O que vimos hoje não foi o melhor Jorge Martin deste período, mas o quarto lugar na corrida da Malásia não é um mau resultado. Obviamente esperava terminar à frente de Pecco Bagnaia e não conseguir não o deixa satisfeito, mas perdeu apenas 3 pontos e agora a diferença é de 14 pontos. Entre Qatar e Valência ele poderá jogar as suas cartas para se tornar campeão mundial de MotoGP em 2023.

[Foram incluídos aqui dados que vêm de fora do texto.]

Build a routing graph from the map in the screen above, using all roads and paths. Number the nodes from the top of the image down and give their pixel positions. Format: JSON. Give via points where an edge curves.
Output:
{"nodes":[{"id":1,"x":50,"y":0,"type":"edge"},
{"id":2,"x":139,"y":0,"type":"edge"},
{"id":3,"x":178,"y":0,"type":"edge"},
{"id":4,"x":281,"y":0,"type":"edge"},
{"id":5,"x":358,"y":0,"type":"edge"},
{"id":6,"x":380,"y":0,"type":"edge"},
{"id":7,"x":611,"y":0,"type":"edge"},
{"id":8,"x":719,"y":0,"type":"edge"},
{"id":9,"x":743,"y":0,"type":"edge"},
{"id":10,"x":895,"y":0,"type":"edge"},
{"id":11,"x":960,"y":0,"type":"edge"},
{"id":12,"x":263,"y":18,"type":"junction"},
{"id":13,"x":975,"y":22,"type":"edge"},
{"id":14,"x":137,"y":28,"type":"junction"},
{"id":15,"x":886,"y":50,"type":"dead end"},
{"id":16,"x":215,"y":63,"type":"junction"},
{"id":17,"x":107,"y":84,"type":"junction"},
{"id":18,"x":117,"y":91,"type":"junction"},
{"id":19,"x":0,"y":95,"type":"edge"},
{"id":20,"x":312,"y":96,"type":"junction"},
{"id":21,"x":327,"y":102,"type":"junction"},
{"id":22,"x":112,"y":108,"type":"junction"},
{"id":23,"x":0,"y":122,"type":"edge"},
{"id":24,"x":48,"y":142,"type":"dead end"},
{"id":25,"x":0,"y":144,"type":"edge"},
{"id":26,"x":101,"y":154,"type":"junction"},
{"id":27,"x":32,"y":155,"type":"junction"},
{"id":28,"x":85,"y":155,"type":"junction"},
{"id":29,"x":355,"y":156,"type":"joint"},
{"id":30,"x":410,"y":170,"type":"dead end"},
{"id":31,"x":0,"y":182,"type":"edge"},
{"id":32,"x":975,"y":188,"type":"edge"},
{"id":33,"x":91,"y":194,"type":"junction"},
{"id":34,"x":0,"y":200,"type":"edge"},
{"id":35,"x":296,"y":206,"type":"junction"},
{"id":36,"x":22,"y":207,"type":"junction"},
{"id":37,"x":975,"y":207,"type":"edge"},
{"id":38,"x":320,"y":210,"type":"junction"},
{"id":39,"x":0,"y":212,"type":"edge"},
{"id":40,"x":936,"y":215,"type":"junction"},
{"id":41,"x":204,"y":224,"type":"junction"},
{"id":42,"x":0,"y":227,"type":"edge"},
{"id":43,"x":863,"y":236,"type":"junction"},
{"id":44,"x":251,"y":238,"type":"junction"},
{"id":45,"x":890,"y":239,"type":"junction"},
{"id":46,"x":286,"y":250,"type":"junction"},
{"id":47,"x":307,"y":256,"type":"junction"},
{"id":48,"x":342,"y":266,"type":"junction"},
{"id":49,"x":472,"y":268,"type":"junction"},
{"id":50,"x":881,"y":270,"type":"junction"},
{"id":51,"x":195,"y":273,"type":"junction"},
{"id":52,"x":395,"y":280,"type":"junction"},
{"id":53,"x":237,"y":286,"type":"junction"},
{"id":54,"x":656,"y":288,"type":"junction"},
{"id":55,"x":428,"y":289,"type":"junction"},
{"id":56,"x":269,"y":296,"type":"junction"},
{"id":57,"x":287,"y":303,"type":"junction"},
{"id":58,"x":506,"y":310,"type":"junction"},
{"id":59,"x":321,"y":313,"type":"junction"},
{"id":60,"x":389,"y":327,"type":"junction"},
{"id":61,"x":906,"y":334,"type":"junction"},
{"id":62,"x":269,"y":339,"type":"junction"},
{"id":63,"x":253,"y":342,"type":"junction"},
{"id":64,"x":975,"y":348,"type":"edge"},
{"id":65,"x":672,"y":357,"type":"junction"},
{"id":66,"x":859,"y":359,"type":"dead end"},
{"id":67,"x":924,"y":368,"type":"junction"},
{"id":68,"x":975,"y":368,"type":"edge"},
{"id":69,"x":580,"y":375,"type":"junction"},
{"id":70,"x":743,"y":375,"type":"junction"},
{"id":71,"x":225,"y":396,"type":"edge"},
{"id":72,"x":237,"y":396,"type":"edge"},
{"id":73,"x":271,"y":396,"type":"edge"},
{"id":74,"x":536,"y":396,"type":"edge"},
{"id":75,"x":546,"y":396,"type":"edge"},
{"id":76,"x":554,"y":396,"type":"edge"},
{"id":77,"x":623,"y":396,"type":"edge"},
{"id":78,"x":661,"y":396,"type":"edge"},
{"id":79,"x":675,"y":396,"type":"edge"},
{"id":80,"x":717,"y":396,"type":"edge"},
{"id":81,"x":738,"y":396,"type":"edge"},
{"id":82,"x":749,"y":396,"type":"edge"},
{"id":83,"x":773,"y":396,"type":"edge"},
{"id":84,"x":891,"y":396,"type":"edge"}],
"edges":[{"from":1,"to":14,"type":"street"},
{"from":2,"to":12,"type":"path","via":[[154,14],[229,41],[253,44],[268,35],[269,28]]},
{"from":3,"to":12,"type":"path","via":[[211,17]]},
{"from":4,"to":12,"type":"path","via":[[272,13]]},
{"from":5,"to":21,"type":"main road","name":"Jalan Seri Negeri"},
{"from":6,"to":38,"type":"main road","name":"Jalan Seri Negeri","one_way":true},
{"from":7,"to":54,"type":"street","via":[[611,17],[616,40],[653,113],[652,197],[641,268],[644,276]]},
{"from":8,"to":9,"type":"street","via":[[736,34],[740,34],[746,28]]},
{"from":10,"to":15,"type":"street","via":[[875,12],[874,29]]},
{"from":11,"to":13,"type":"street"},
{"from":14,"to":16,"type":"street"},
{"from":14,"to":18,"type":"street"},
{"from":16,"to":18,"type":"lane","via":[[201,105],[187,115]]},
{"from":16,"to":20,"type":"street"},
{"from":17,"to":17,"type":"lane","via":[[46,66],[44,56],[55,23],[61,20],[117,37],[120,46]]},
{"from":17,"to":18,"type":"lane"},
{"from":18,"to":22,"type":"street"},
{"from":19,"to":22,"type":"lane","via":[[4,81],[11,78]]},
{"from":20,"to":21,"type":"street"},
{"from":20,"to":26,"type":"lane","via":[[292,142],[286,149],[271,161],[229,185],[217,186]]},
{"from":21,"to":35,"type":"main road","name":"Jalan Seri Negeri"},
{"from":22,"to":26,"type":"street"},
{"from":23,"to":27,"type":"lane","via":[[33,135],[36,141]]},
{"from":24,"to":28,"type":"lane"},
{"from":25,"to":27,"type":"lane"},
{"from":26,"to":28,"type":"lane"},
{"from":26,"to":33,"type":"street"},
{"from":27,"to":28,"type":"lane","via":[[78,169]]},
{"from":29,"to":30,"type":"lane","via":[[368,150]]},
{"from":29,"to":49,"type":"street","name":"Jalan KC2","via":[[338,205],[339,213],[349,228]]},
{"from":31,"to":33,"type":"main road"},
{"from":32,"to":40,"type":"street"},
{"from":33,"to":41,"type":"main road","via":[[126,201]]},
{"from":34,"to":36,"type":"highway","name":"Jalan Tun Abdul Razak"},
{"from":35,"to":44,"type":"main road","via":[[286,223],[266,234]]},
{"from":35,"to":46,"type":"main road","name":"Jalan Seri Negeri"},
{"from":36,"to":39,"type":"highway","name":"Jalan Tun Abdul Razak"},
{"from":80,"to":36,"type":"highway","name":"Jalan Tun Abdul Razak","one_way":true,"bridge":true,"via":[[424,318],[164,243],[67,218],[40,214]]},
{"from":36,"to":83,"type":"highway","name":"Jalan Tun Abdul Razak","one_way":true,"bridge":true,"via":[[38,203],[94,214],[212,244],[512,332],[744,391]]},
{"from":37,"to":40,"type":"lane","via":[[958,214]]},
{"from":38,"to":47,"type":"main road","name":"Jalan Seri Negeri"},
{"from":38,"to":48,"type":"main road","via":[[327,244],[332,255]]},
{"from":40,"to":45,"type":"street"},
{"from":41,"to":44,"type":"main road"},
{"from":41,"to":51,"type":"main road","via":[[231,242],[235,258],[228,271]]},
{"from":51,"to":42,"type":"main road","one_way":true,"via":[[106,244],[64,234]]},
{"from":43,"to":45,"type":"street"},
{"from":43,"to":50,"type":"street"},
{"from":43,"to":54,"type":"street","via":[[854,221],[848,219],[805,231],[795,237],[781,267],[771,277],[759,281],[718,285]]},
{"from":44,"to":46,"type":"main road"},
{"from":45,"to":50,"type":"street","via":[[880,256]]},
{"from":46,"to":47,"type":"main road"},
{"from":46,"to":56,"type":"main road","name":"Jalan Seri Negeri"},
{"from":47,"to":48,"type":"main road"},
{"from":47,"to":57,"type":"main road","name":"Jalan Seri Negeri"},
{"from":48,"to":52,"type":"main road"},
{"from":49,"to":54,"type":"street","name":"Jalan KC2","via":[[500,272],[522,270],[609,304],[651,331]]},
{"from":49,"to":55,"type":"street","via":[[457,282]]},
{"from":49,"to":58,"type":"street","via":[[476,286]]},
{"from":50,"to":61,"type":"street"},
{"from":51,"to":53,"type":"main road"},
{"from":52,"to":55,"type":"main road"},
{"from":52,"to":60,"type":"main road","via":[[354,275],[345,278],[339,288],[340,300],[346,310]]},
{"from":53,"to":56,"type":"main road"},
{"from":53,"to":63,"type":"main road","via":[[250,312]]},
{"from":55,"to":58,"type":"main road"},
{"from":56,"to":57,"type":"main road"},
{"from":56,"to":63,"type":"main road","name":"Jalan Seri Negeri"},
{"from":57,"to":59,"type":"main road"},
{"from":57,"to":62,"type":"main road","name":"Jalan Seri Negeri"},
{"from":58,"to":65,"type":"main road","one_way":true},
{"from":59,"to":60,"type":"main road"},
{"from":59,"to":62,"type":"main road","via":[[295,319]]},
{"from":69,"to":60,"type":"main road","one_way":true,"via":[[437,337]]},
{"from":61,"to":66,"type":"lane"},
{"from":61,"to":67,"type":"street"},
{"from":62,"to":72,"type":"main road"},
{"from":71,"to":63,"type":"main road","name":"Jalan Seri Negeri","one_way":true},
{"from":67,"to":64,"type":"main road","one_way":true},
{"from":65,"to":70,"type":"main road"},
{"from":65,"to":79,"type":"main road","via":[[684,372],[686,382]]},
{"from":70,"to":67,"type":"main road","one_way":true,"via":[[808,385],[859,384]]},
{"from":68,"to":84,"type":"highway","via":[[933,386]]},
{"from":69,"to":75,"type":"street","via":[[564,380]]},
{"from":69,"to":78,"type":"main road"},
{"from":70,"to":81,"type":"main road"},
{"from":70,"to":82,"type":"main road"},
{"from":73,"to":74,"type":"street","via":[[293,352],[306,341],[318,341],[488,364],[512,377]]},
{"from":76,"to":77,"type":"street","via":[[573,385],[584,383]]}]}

MotoGP Malásia, Martin não tinha mais
O piloto da equipe Prima Pramac Racing foi muito claro na sua análise pós-corrida: “Não penso em rumores sobre o futuro, mas apenas em fazer bem. Hoje eu não fiz isso, mas dei tudo de mim. Não estou nem decepcionado, fiz o que pude. Meu 100% foi esse“.

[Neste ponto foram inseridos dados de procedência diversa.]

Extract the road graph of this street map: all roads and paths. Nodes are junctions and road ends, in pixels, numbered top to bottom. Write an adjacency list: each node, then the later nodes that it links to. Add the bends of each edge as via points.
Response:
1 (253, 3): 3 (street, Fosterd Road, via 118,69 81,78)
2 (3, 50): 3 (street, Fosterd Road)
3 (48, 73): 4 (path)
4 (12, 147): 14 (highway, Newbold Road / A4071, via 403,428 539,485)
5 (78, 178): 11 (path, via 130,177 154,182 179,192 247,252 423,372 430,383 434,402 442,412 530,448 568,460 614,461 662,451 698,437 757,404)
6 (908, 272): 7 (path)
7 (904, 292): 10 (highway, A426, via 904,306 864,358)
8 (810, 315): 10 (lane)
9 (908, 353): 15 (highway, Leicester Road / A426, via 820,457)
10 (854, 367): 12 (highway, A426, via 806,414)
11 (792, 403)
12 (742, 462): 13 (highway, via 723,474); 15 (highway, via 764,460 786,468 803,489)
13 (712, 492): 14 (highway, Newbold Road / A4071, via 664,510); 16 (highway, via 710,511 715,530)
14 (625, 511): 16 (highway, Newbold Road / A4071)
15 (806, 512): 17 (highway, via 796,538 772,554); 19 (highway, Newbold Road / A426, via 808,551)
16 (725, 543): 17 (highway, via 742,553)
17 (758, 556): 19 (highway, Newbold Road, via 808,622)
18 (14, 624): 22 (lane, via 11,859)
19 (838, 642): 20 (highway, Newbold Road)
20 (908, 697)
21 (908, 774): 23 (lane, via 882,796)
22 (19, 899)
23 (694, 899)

Sobre os rumores que também o ligam à Honda, Martin não tem dúvidas em permanecer na Ducati em 2024: “Acho que eles procuraram por todo mundo. Mas nunca pensei em fazer essa mudança para o próximo ano“.
O espanhol analisou então a sua corrida com mais detalhes: “Me diverti inicialmente, fiz uma largada melhor que ontem e até arrisquei um pouco na primeira curva para tentar assumir a primeira posição. Mas fui longo, depois também fui ultrapassado pelo Bezzecchi e depois tive que recuperar a posição. Quando peguei o Pecco me senti mais forte que ele, mas quando fiz duas ou três tentativas o pneu dianteiro esquentou demais e comecei a ter muitos problemas. Não consegui acompanhar Bagnaia. Pensei que depois de algumas voltas talvez conseguisse acalmá-lo e colocar alguma pressão sobre ele, mas em vez disso comecei a quase cair em todas as curvas à direita. Então pensei que esses pontos eram o melhor que consegui“.

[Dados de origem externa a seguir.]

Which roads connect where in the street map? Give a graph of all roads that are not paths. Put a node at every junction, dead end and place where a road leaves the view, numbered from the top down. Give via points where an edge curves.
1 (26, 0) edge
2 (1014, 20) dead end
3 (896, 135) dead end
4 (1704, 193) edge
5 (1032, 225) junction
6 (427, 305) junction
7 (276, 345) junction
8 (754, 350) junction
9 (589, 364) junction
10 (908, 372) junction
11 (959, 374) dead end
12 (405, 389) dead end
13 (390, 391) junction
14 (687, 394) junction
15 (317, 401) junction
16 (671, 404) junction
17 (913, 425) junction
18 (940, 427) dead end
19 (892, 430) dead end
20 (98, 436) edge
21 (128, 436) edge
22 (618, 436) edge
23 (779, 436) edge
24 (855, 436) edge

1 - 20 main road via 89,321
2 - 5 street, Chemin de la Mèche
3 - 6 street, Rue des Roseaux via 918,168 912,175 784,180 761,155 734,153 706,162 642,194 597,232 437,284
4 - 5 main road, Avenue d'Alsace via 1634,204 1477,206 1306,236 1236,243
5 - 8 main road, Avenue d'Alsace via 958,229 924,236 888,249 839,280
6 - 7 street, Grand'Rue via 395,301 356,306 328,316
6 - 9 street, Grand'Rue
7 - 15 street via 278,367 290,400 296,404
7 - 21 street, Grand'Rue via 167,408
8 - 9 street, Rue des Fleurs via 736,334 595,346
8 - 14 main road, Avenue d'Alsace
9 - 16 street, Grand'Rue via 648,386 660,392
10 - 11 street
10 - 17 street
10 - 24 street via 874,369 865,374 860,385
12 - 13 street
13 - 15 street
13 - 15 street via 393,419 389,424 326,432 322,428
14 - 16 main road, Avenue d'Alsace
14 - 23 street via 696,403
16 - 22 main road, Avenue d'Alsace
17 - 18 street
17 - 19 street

Pressão dos pneus: Jorge tenha cuidado
Martin recebeu um aviso de pressão dos pneus e hoje Bagnaia também recebeu um. Esse é um fator que pode impactar nas próximas corridas: “Definitivamente tenho que ter cuidado, todos temos que fazer mais do mesmo. Hoje estive um pouco acima, não muito, mais por causa da temperatura. Como se o pneu médio tivesse ficado um pouco mole para esta moto e para o meu estilo. Nunca me senti assim com a frente durante o fim de semana, mas hoje talvez tenha acontecido comigo a mesma coisa que Pecco ontem. Não é normal que eu não consiga acompanhar o ritmo. Talvez existam pneus que funcionem um pouco pior, mas o mesmo vale para todos“.
Sobre a briga com Pecco, ele acrescentou as seguintes afirmações: “Vou ter que correr mais riscos a partir de agora – ele disse a Motosan.es – porque não me importo se fico em segundo por 1 ponto ou por 80. Faltam dois circuitos e acho que posso me recuperar em ambos. No Qatar e em Valência a pressão tem menos impacto. Bastianini treinado por Bagnaia? Penso em mim, não tenho aliados e tentarei fazer isso sozinho“.